3D printing and housing construction. In order to give you a little insight into these two topics, I have put the structure of the system into a small construction documentation.

In the end you get a streaming capable 2.1 system with an active amplifier. So you don't need an additional stereo system to listen to music on this system.

Have fun

In addition to the table in which the amplifier is hidden, there are also 2 90mm high satellites. These are also connected to the amplifier with a speaker cable.

Then let's put it together.

The table

The table itself only consists of a few parts. The active module is located in the box shown. All parts shown, including those made of copper, were created using 3D printing.

We start with cabling the terminals. To do this, the cables included with the amplifier are soldered to the soldering lugs of the terminals. The dots you see scattered around the edge are superglue. This will later connect it to the bottom of the table.

The copper grille provides fresh air in the table so that the amplifier receives some cooling.

The frame is still glued to the floor. The nuts for later screwing the active module are located in there. This location will no longer be accessible with a tool later. The frame and the nose on it help later when putting it on as the superglue sets extremely quickly.

The two parts are then brought together. After the feet have been glued on, the active module can also be used. The connections are labeled on the circuit board and the plugs click into place.

The satellites

The small satellites are a little more manageable.

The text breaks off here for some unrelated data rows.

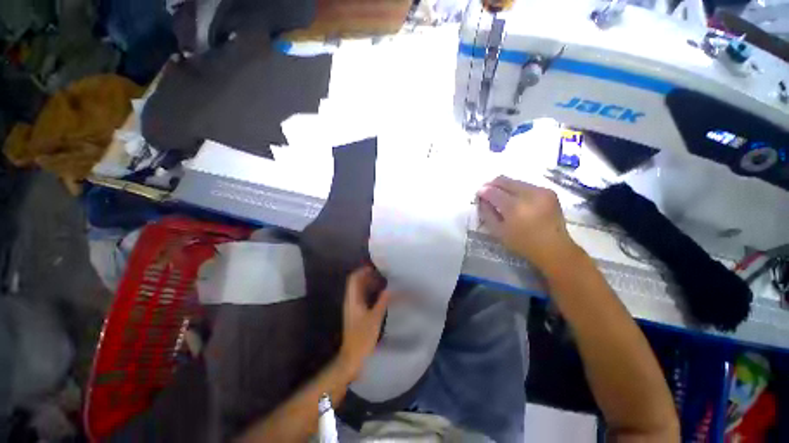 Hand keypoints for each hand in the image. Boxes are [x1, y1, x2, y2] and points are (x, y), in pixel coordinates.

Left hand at [337, 267, 390, 379]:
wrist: (352, 357)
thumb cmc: (362, 337)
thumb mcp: (375, 319)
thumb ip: (382, 302)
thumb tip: (390, 289)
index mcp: (352, 300)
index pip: (354, 279)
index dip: (362, 271)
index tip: (375, 267)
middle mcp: (351, 301)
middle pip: (356, 282)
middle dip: (368, 276)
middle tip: (382, 273)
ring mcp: (353, 307)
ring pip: (360, 289)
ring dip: (369, 283)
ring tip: (383, 281)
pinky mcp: (357, 313)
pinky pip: (363, 297)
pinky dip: (371, 292)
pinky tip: (381, 294)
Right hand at [477, 175, 580, 271]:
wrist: (554, 248)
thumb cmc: (523, 243)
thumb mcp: (499, 231)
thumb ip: (487, 213)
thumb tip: (482, 199)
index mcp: (515, 208)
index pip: (493, 192)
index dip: (483, 191)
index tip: (478, 194)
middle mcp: (529, 195)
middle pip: (504, 181)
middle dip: (492, 184)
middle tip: (486, 192)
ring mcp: (541, 191)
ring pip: (515, 181)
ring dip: (504, 186)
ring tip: (500, 196)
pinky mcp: (548, 191)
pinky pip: (526, 185)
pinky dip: (517, 189)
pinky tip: (515, 199) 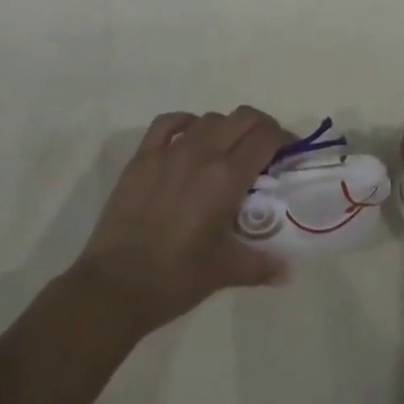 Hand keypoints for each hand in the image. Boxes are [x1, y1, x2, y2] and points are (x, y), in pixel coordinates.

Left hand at [72, 107, 290, 336]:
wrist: (115, 286)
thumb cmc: (176, 279)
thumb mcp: (226, 271)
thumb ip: (262, 263)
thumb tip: (287, 269)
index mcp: (227, 177)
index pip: (266, 137)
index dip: (283, 139)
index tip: (287, 154)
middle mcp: (202, 153)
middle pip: (242, 118)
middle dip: (260, 127)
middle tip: (264, 150)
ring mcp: (169, 151)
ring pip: (209, 119)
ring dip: (226, 128)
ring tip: (227, 152)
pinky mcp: (143, 156)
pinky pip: (169, 122)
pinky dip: (186, 122)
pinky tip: (190, 137) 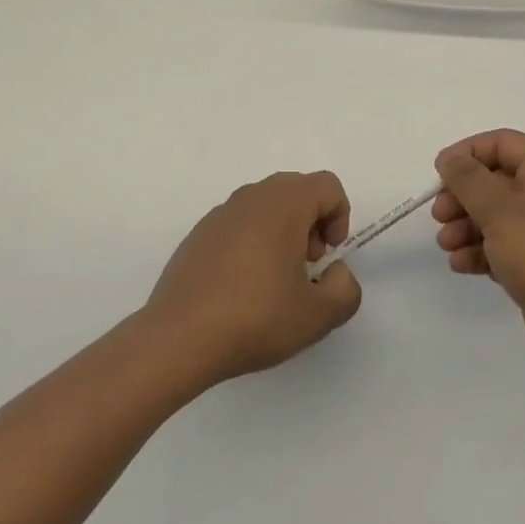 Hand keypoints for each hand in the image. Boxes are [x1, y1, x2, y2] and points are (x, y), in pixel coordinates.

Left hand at [145, 171, 362, 385]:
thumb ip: (345, 290)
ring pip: (266, 206)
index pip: (327, 186)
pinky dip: (252, 242)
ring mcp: (220, 213)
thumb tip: (335, 272)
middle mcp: (252, 196)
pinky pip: (239, 224)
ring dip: (282, 232)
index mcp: (284, 203)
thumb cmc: (255, 318)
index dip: (340, 217)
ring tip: (275, 282)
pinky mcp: (199, 234)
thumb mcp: (318, 316)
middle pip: (297, 190)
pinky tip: (242, 288)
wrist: (179, 337)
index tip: (328, 257)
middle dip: (312, 223)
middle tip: (307, 267)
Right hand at [433, 130, 524, 384]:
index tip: (440, 172)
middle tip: (440, 215)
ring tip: (446, 245)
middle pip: (493, 181)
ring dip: (464, 226)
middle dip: (462, 196)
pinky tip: (460, 265)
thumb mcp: (501, 212)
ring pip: (492, 217)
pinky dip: (477, 252)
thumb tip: (450, 159)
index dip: (469, 152)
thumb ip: (469, 180)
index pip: (502, 144)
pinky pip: (499, 248)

There is no crossover to be found in there because the amplifier has a DSP. This DSP only passes on the frequencies to the speaker that it can reproduce. It also allows corrections to the sound and adjustments to the room are possible

If you have completed this step, the worst is already over. The housings really aren't and attaching them to the solder lugs requires surgical hands. For whatever reason, unfortunately I only had a black cable. Just imagine if one of the lines was red.

The BF45S from Visaton is attached to the front with 2 screws. The cabling can then be completed. As with the amplifier, the front is then glued to the housing.

The subwoofer

The housing itself only consists of 3 parts. There are also little helpers, the terminal cover and the bass reflex tube, which I forgot in the picture.

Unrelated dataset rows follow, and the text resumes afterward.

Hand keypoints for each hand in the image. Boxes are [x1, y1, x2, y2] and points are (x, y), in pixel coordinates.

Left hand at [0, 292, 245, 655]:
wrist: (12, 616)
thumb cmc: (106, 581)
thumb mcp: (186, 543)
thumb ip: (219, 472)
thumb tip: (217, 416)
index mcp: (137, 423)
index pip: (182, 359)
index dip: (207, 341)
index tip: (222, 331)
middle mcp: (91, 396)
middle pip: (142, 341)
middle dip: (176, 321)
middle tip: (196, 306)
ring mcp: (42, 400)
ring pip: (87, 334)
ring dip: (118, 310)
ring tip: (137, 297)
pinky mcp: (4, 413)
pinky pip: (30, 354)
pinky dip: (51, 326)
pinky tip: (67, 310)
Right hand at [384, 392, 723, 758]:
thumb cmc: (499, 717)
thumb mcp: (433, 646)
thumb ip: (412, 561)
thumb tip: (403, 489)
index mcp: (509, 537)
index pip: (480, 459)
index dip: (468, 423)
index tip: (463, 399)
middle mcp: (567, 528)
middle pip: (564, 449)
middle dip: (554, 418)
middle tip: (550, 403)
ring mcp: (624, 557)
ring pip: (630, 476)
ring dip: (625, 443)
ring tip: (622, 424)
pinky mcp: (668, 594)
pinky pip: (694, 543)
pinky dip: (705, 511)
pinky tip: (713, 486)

The BR tube has been broken down into 3 parts to make it easier to print. Due to its length, it was provided with a 90° bend. Later on it received an optimized flow inlet, which cannot yet be seen in the picture.

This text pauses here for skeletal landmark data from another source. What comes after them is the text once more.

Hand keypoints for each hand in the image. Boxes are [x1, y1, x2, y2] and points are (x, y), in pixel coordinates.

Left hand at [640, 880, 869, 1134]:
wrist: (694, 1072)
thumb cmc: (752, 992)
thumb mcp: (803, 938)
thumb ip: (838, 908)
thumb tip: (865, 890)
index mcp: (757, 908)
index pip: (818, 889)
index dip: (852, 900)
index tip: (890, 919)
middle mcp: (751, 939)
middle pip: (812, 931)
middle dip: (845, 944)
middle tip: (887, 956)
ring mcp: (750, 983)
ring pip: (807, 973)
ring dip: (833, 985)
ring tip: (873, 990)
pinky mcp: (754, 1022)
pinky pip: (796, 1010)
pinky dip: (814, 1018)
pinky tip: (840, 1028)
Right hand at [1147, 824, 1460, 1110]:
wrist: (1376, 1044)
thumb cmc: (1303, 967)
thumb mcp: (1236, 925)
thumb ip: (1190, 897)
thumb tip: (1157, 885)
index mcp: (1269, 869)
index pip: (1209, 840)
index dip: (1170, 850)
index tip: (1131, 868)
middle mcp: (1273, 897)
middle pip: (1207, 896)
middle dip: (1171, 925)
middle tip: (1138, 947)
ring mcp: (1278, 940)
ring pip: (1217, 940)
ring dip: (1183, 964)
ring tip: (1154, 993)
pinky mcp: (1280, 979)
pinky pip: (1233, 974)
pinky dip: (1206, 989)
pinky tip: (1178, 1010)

A black tube is included in the scope of delivery.

With the help of the sleeve between the two raw sections, assembly is easy.

In the next step, the screw connections for the W100X are prepared. Here too I made another change in the following models. The white sleeves shown in which the nuts are located are no longer required for later models.

So that the W100X can breathe properly into the housing, the baffle was chamfered inwards. The black part at the bottom right is still an old version.

A short detour into the world of versions. In my shop you will always find a version number in the item name (e.g. V48). This version number comes from the design program I use. If you buy a kit and problems arise afterwards, I can also look for further developments of the system that you received at the time. By the way, we are at version 37 of the current subwoofer housing. Not every one of these 37 versions was built, but every jump in number hides a small improvement.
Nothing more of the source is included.